Entries follow. Return each line that contains the word "dead".

• Task material
--- START ---
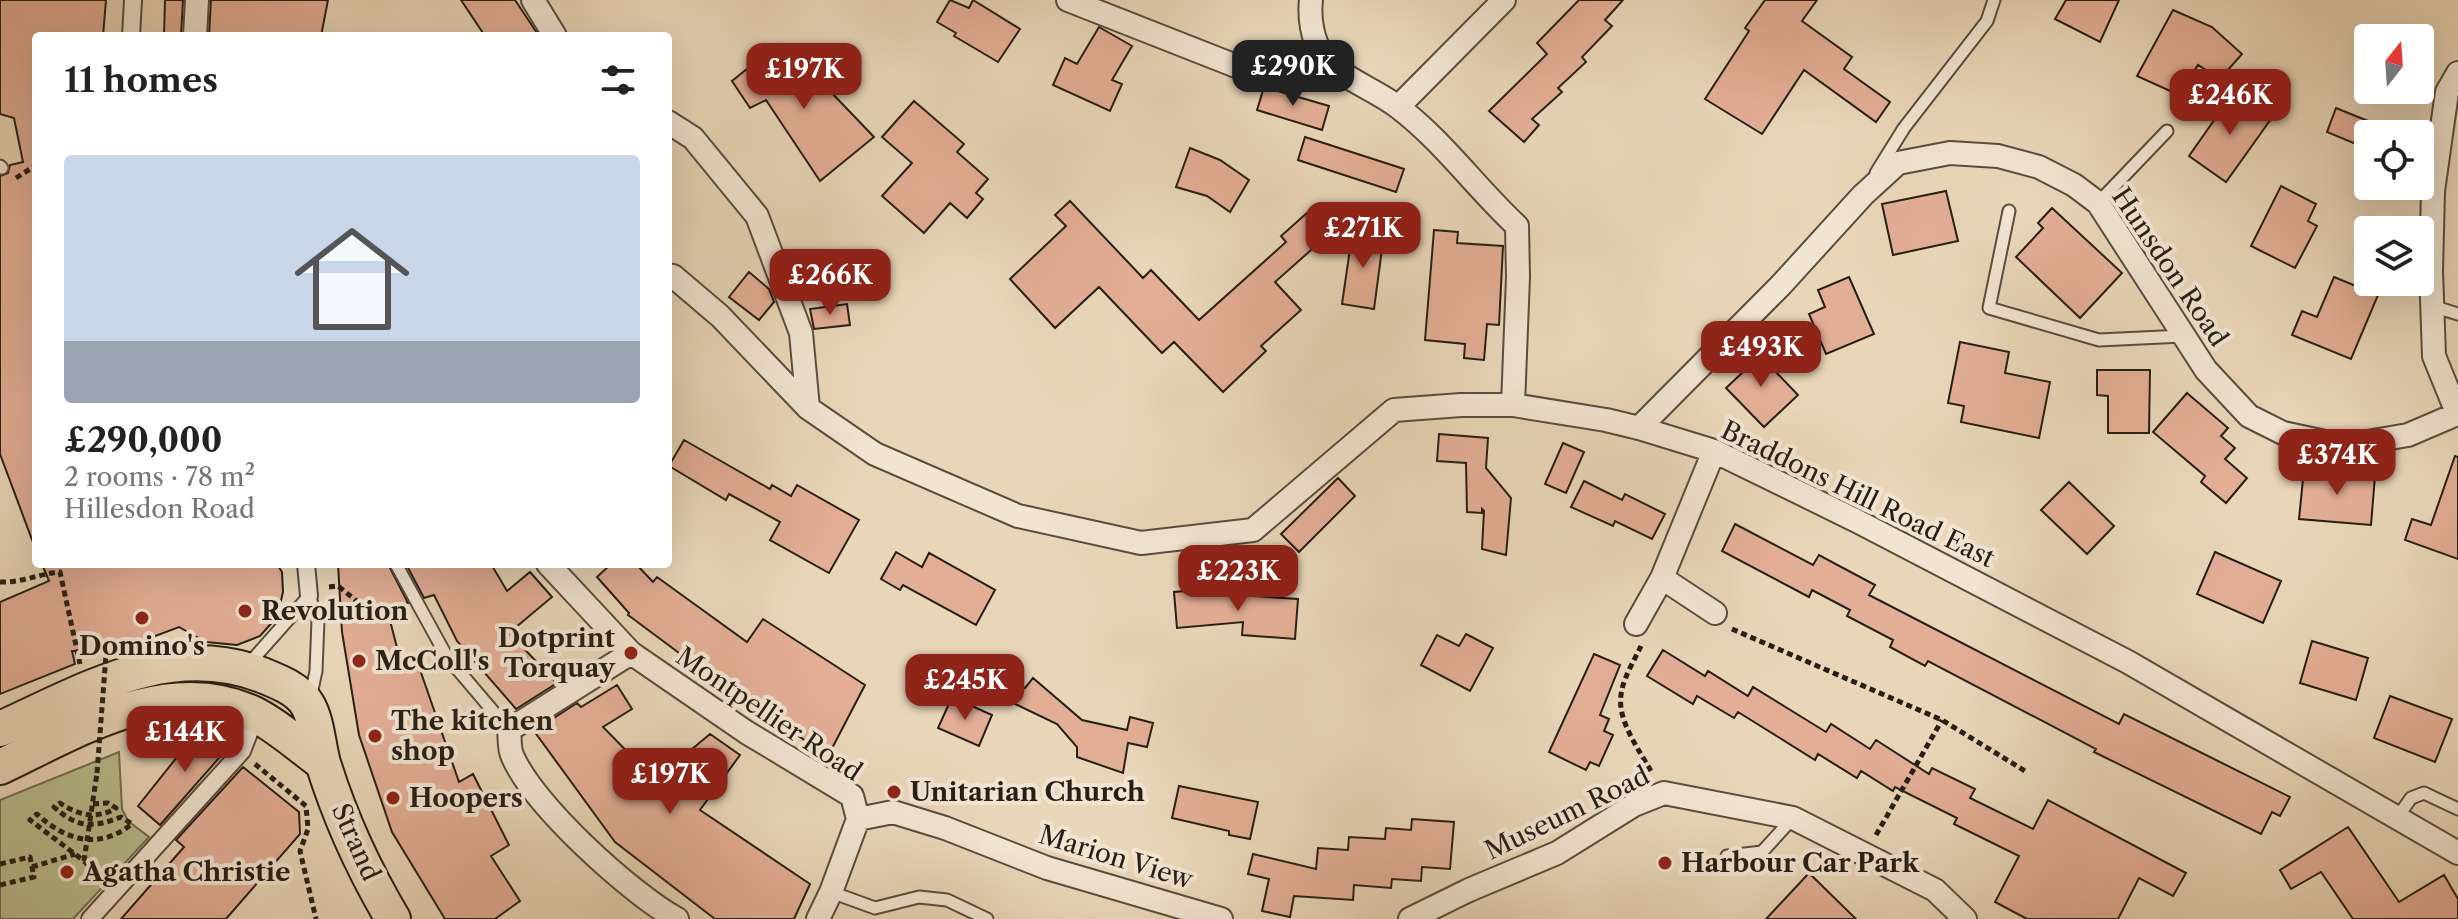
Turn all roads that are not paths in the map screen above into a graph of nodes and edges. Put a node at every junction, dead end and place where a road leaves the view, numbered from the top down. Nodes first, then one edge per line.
1 (133, 0) edge
2 (197, 0) edge
3 (533, 0) edge
4 (1068, 0) edge
5 (1311, 0) edge
6 (1504, 0) edge
7 (1994, 0) edge
8 (131, 32) edge
9 (195, 32) edge
10 (553, 32) edge
11 (1322, 53) junction
12 (2458, 73) edge
13 (1398, 107) junction
14 (672, 125) edge
15 (2167, 131) dead end
16 (1863, 195) junction
17 (2098, 203) junction
18 (2009, 211) dead end
19 (672, 276) edge
20 (2432, 306) junction
21 (2458, 314) edge
22 (2183, 336) junction
23 (1513, 405) junction
24 (808, 408) junction
25 (2458, 415) edge
26 (1639, 428) junction
27 (1714, 451) junction
28 (306, 568) edge
29 (398, 568) edge
30 (552, 568) edge
31 (1662, 578) junction
32 (308, 592) junction
33 (1715, 613) road end
34 (1636, 624) road end
35 (631, 653) junction
36 (244, 669) junction
37 (299, 713) junction
38 (256, 715) junction
39 (0, 729) edge
40 (509, 730) junction
41 (323, 763) junction
42 (0, 767) edge
43 (2458, 809) edge
44 (1793, 818) junction
45 (2397, 818) junction
46 (858, 819) junction
47 (2458, 853) edge
48 (1727, 856) dead end
49 (834, 885) junction
50 (90, 919) edge
51 (393, 919) edge
52 (677, 919) edge
53 (818, 919) edge
54 (987, 919) edge
55 (1221, 919) edge
56 (1410, 919) edge
57 (1965, 919) edge

1 - 8 street
2 - 9 street
3 - 10 street
4 - 11 street
5 - 11 street
6 - 13 street
7 - 16 lane
11 - 13 street
12 - 20 street
13 - 23 street
14 - 24 street
15 - 17 lane
16 - 17 street, Hunsdon Road
16 - 26 street, Hunsdon Road
17 - 22 street, Hunsdon Road
18 - 22 lane
19 - 24 street, Braddons Hill Road East
20 - 21 lane
20 - 25 street
22 - 25 street, Hunsdon Road
23 - 24 street, Braddons Hill Road East
23 - 26 street, Braddons Hill Road East
26 - 27 street, Braddons Hill Road East
27 - 31 street
27 - 45 street, Braddons Hill Road East
28 - 32 street
29 - 40 lane
30 - 35 street, Montpellier Road
31 - 33 street
31 - 34 street
32 - 36 lane
32 - 37 lane
35 - 40 street
35 - 46 street, Montpellier Road
36 - 37 main road
36 - 39 main road
37 - 38 lane
37 - 41 main road, Strand
38 - 41 main road
38 - 42 main road
38 - 50 street
40 - 52 street
41 - 51 main road, Strand
43 - 45 lane
44 - 48 lane
44 - 56 street, Museum Road
44 - 57 street, Museum Road
45 - 47 street, Braddons Hill Road East
46 - 49 street, Montpellier Road
46 - 55 street, Marion View
49 - 53 street, Montpellier Road
49 - 54 lane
--- END ---
• Exercise output
Turn all roads that are not paths in the map screen above into a graph of nodes and edges. Put a node at every junction, dead end and place where a road leaves the view, numbered from the top down. Nodes first, then one edge per line.
15 (2167, 131) dead end
18 (2009, 211) dead end
48 (1727, 856) dead end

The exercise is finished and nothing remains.